A narrow intense thunderstorm downdraft is called a microburst.  At the ground microburst winds will sometimes reach 100 MPH or more (over a limited area).  As we will see most tornadoes have winds of 100 MPH or less.  Microburst winds can damage homes (especially mobile homes that aren't tied to the ground), uproot trees, and seem to blow over a line of electric power poles at some point every summer in Tucson (with the downed power lines remaining energized).  Wind damage from a microburst is often incorrectly attributed to a tornado.

Microbursts are a serious threat to aircraft especially when they are close to the ground during landing or takeoff.  Microburst associated wind shear was largely responsible for the crash of Delta Airlines Flight 191 while landing at the Dallas Fort Worth airport on Aug. 2, 1985 (caution some of the links at the end of the article contain audio of actual cockpit communications).

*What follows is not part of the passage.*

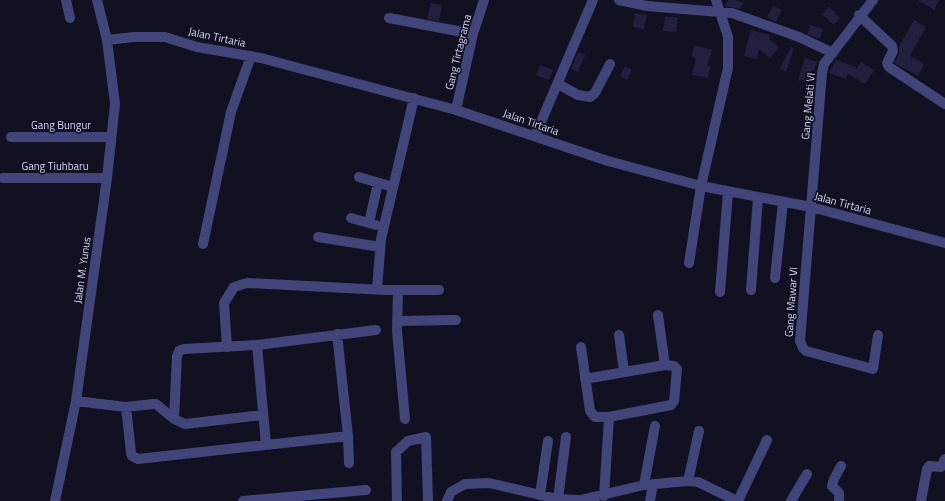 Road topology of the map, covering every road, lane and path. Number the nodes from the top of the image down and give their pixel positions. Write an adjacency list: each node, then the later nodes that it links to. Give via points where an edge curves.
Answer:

Falling rain could warn of a wet microburst (see photo below). In other cases, dangerous dry microburst winds might be invisible (the virga, evaporating rain, will cool the air, make the air more dense, and strengthen the downdraft winds).






Here are a couple of microburst videos.  The first video was taken in the heavy rain and strong winds under a thunderstorm in the microburst.  You'll see a power pole snapped in half by the microburst winds at about 2:26 into the video.  We'll look at portions of a 2nd longer video in class.  It was taken in or near San Tan, Arizona.  The microburst doesn't look too impressive at the start of the footage but the storm winds soon get pretty violent (at about the 3:15 point in the video) and winds were strong enough to break the trunks of at least one tree (6:45 into the video).  It is probably more common to see recently planted trees uprooted.